● Task directions
Read through the material below and find each line that has the word "road"; copy it.

● Provided data
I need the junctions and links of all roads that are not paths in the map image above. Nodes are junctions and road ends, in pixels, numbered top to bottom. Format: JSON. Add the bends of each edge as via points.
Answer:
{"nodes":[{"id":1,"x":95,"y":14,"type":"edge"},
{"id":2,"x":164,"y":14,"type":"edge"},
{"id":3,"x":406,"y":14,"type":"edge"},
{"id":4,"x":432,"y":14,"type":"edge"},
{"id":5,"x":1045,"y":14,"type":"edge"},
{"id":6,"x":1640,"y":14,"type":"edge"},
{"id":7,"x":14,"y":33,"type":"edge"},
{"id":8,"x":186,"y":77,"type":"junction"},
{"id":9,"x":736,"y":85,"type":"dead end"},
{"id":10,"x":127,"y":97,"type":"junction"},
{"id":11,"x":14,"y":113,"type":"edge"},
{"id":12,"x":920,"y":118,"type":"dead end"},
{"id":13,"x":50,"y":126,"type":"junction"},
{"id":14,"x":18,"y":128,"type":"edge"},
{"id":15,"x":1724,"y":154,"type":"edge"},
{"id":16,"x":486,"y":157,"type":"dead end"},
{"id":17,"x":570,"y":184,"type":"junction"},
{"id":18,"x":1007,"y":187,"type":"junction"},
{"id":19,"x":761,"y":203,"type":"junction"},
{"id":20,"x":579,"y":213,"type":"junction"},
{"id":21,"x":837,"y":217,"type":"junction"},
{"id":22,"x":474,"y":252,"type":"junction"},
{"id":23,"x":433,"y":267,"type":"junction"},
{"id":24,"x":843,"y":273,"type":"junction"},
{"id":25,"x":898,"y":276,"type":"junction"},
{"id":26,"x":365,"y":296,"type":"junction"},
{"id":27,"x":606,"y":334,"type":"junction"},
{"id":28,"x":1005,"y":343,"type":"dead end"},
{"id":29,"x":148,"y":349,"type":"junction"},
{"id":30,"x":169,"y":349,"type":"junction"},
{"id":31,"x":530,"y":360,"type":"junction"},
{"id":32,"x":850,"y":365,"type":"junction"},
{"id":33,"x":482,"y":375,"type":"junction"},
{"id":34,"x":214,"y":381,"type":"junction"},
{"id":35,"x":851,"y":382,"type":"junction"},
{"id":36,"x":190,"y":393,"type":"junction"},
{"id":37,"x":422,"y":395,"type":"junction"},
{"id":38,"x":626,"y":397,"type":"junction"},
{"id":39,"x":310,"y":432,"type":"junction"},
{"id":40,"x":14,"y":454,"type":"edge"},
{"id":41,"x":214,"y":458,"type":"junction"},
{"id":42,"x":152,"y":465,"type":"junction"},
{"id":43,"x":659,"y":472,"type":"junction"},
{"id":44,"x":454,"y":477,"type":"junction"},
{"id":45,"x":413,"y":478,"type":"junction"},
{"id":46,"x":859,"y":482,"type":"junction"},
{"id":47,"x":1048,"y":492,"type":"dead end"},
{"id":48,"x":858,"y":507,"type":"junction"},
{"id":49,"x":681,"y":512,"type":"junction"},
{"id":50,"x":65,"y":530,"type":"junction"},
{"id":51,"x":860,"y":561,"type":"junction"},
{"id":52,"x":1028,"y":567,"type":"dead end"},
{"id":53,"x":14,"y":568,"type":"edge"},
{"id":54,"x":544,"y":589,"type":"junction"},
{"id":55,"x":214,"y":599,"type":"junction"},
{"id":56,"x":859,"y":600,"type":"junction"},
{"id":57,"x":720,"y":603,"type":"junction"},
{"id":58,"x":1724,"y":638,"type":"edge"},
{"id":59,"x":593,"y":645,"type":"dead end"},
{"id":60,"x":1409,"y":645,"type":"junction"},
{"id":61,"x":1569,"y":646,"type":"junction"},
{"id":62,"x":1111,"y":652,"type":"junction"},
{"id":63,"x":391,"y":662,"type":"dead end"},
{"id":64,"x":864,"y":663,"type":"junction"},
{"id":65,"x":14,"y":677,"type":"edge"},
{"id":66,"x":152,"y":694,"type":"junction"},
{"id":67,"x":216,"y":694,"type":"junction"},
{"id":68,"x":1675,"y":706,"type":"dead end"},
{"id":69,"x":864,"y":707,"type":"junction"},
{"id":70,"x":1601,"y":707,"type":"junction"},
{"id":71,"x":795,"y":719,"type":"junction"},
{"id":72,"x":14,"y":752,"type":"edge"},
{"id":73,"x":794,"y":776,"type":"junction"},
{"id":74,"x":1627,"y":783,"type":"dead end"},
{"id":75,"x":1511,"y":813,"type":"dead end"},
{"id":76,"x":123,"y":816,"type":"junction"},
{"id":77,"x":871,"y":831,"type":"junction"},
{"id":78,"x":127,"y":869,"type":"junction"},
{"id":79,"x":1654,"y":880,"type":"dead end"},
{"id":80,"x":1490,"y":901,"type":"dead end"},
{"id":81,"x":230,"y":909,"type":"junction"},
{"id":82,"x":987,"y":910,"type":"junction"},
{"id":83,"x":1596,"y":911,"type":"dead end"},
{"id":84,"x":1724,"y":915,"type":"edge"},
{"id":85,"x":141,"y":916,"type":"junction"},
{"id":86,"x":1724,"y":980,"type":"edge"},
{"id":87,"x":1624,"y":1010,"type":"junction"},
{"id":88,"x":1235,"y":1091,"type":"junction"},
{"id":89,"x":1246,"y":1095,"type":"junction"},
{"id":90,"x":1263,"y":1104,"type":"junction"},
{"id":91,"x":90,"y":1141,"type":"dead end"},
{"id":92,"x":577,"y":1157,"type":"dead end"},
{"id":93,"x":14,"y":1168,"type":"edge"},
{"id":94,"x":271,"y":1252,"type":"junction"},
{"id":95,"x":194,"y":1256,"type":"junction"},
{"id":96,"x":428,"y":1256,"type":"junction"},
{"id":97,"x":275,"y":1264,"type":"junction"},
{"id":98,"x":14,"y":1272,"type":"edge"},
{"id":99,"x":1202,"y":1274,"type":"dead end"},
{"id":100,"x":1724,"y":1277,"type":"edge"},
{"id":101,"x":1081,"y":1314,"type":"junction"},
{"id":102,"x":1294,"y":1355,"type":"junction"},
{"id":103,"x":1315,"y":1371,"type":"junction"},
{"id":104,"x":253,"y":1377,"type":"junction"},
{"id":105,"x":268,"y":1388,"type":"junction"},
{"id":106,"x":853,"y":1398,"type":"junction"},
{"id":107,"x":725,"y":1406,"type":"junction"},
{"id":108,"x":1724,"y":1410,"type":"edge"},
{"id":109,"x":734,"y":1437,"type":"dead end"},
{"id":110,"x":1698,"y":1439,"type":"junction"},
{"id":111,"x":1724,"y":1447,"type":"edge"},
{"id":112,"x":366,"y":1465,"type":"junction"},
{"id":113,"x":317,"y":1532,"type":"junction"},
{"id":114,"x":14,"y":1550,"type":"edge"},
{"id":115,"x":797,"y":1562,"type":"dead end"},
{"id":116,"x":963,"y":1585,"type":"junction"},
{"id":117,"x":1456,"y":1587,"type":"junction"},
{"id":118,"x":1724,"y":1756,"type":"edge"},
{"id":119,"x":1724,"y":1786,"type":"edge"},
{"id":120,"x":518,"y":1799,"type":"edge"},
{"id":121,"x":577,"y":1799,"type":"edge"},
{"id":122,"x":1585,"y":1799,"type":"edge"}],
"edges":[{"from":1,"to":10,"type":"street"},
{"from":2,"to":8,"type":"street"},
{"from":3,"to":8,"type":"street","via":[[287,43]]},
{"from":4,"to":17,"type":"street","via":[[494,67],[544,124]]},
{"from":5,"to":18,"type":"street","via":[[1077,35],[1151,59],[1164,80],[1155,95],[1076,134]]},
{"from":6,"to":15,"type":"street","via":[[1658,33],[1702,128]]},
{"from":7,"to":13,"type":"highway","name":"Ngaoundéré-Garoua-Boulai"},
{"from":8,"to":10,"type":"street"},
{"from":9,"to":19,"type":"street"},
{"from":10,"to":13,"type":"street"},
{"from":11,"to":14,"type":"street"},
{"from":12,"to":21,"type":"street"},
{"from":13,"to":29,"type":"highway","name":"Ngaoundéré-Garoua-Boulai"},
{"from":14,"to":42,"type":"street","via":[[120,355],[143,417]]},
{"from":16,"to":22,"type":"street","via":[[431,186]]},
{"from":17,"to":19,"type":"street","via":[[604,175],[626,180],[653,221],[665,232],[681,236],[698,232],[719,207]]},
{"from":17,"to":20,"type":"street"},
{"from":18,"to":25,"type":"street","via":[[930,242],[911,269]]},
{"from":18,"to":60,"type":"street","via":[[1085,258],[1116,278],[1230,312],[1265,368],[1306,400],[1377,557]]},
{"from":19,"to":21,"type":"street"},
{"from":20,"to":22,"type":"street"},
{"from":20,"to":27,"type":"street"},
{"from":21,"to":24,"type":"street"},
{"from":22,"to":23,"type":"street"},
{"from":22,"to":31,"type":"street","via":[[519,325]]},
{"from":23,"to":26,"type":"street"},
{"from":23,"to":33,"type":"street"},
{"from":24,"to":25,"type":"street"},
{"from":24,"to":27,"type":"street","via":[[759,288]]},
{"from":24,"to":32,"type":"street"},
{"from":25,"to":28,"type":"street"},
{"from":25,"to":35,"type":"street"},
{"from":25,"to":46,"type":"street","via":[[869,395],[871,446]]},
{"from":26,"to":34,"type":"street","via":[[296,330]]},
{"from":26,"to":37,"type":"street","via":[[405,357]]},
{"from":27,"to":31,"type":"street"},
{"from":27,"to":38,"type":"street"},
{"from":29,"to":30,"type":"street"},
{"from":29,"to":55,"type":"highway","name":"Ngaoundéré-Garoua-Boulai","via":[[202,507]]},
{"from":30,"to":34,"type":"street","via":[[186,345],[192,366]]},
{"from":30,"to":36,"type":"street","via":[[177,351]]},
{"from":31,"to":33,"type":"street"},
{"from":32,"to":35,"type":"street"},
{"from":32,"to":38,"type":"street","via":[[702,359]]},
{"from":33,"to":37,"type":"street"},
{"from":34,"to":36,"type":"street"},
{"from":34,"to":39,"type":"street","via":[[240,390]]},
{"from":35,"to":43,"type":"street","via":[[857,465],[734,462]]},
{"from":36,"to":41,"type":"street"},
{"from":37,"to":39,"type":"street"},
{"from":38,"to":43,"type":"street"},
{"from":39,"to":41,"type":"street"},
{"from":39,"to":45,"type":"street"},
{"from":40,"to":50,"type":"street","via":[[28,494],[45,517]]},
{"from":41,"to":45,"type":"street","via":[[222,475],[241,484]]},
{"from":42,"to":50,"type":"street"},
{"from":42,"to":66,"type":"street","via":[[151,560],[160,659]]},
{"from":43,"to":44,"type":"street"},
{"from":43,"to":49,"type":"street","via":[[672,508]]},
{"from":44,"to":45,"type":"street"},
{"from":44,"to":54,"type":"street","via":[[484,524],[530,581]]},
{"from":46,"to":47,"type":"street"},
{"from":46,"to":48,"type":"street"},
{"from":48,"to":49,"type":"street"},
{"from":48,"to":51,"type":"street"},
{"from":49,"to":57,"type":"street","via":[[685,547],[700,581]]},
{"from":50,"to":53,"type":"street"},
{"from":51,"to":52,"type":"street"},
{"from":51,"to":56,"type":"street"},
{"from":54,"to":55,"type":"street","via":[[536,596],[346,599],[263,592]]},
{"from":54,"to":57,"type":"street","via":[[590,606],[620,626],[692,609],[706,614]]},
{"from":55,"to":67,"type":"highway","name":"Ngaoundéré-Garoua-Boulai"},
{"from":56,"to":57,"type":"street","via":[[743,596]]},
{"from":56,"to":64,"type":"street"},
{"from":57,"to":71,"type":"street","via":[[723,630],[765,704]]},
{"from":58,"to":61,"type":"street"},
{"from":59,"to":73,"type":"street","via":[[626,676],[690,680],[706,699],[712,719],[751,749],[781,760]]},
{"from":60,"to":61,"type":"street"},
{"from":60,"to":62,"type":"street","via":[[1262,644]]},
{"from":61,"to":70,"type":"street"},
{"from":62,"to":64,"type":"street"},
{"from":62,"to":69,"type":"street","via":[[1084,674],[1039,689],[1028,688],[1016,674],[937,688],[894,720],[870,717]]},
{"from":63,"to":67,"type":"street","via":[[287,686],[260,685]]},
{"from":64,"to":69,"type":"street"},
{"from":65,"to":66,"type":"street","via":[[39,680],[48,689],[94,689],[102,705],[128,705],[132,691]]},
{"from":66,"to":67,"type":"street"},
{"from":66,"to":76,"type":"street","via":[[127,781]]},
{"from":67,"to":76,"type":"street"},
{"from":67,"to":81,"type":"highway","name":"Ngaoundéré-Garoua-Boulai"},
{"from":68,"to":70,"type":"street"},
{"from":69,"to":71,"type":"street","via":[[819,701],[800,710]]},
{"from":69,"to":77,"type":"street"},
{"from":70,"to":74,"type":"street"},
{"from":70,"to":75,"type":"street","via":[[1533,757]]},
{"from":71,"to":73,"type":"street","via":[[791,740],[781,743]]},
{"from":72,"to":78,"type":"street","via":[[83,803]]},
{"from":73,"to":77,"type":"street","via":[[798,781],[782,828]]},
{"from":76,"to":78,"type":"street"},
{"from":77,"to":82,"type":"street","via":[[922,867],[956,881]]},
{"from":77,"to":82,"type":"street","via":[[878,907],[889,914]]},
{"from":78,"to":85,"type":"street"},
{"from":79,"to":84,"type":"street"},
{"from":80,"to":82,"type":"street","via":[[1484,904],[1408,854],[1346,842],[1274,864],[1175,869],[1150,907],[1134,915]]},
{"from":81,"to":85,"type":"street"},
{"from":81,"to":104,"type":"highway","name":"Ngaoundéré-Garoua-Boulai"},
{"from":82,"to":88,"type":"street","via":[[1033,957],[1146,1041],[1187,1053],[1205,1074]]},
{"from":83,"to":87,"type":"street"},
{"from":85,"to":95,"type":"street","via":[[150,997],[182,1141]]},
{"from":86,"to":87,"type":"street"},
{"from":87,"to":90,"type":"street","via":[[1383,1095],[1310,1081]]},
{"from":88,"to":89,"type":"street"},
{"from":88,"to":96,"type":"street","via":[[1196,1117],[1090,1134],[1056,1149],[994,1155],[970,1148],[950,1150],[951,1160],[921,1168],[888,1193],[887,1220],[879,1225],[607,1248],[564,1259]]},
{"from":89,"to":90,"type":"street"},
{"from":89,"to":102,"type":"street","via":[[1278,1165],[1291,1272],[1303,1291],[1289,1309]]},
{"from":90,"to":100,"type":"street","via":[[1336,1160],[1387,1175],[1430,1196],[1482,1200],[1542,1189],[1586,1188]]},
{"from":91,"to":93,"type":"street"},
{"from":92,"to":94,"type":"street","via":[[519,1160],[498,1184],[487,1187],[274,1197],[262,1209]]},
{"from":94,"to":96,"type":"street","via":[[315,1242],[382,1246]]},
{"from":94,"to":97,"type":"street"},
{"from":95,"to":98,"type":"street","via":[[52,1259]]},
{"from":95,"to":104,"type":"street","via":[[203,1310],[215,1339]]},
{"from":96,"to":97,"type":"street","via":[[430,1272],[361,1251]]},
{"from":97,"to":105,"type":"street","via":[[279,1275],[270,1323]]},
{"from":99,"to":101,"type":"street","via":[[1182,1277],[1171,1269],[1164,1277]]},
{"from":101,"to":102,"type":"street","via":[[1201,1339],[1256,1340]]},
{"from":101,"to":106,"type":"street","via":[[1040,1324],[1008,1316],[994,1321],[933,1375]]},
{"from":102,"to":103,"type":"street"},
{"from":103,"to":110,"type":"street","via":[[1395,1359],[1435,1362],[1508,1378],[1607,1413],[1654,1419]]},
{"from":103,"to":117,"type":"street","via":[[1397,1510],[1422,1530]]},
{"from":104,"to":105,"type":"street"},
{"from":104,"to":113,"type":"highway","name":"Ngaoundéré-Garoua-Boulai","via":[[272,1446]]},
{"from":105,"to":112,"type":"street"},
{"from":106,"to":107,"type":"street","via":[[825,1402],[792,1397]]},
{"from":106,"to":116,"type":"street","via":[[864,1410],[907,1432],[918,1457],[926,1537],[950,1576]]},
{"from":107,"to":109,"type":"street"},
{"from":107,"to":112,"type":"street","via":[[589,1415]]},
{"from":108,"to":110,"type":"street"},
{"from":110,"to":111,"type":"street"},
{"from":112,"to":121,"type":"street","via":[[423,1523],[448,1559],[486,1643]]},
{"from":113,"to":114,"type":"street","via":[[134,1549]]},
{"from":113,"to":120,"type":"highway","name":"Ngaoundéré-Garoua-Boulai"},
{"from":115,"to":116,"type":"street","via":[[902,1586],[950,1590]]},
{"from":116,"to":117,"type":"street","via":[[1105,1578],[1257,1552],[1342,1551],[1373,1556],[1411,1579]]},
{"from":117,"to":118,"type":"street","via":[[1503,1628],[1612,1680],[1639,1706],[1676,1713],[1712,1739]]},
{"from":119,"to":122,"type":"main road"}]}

● Exercise answer
I need the junctions and links of all roads that are not paths in the map image above. Nodes are junctions and road ends, in pixels, numbered top to bottom. Format: JSON. Add the bends of each edge as via points.
{"from":119,"to":122,"type":"main road"}]}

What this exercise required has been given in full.